Google has finalised its largest-ever carbon removal agreement, partnering with Brazilian startup Mombak to finance large-scale restoration of the Amazon rainforest. The deal, which will offset around 200,000 metric tonnes of carbon emissions, marks a fourfold increase from the companies’ initial pilot agreement in 2024.
The partnership underscores the growing demand among technology companies for high-quality carbon credits as they seek to counterbalance emissions generated by increasingly energy-intensive data centres used for artificial intelligence.
Last year, Google committed over $100 million towards a range of carbon removal technologies — from enhanced rock weathering and biochar to direct air capture. However, according to Randy Spock, Google’s Head of Carbon Credits and Removal, nature-based approaches remain among the most effective. “The most derisked technology we have to reduce carbon in the atmosphere is photosynthesis,” he said.
Mombak restores degraded pastureland into native Amazonian forest, generating carbon removal credits verified to high environmental and social standards. The company’s co-founder and Chief Executive, Gabriel Silva, said the industry is witnessing a “flight to quality” as buyers increasingly seek projects with verified impact and transparency.
“Buyers were previously purchasing carbon credits without understanding their quality,” Silva noted. “Now, they are prioritising credible, science-based projects that genuinely remove carbon.”

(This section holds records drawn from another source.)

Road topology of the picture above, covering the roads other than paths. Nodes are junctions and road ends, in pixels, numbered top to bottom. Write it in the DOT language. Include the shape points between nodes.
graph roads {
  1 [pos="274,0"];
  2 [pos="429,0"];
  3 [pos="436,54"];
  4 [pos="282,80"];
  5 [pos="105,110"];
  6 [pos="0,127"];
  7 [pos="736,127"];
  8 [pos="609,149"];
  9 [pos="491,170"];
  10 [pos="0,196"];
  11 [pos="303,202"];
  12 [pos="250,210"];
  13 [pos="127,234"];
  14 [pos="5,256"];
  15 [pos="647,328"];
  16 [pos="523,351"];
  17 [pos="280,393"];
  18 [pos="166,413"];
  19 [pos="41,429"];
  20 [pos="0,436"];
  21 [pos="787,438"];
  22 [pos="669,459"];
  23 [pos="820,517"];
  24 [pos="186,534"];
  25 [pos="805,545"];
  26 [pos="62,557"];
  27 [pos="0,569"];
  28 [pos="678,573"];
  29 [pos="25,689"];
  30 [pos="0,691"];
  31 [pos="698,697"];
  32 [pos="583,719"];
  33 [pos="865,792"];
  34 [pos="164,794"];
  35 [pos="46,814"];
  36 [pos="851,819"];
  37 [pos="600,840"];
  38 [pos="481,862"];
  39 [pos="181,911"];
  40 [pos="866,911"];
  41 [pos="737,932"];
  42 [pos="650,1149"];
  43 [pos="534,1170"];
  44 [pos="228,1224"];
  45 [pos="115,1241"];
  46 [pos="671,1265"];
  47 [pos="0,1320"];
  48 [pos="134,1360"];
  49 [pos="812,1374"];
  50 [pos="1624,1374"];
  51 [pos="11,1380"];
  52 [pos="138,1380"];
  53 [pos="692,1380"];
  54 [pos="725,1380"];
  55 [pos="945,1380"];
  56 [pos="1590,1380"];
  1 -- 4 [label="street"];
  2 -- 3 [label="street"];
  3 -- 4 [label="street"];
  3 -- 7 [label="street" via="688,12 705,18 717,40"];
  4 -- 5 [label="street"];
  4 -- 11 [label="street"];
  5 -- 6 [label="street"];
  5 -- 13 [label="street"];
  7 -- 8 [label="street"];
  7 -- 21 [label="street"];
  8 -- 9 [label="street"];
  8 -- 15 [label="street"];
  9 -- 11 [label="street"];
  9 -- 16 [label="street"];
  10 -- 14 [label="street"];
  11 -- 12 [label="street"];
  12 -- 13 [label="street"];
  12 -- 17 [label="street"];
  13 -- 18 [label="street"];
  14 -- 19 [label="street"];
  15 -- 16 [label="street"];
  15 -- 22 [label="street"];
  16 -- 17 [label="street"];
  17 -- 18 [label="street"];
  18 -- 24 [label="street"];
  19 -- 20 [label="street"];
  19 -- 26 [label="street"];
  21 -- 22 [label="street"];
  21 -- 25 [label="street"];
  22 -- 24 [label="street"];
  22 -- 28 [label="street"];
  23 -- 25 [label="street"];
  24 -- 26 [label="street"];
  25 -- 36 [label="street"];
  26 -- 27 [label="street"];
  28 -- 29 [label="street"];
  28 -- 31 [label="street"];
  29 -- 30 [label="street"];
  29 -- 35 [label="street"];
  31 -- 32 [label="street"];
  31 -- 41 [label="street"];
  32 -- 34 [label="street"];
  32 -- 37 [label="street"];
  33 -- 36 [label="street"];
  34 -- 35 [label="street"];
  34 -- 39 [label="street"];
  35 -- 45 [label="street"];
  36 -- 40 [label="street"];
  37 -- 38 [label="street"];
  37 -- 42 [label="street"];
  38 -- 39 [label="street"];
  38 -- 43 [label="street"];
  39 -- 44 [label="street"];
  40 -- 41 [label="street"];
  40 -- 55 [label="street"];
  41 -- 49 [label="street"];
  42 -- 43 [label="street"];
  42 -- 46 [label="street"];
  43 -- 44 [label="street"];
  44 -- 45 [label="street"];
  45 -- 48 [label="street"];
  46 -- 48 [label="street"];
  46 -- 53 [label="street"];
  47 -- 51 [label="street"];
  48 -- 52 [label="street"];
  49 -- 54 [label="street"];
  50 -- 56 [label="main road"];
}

Google has deliberately avoided REDD+ credits, which focus on preventing deforestation rather than reforestation, following concerns about fraud and weak oversight in parts of the market.
To raise the credibility of nature-based carbon removal, Google has joined forces with Meta, Salesforce, McKinsey and Microsoft under the Symbiosis Coalition, a group pledging to contract over 20 million tonnes of high-integrity, nature-based carbon offsets by 2030. The coalition recently expanded to include Bain & Company and REI Co-op.
According to Symbiosis Executive Director Julia Strong, Mombak’s project is the first to meet the coalition’s stringent standards for carbon accounting, biodiversity protection, and community benefits. Brazil currently has the highest number of projects under review for endorsement.
As demand for verified, high-quality credits outpaces supply, prices for reforestation-based offsets in Brazil have surged — often exceeding USD 50 per tonne, compared to less than USD 10 for traditional REDD credits.
“Companies are becoming more efficient in producing credits at lower costs,” said Silva. “But right now, there’s far more demand than supply.”
The deal coincides with Brazil’s preparations to host COP30 in Belém, which the government has branded the “Forest COP” to spotlight conservation and forest restoration as central to global climate action.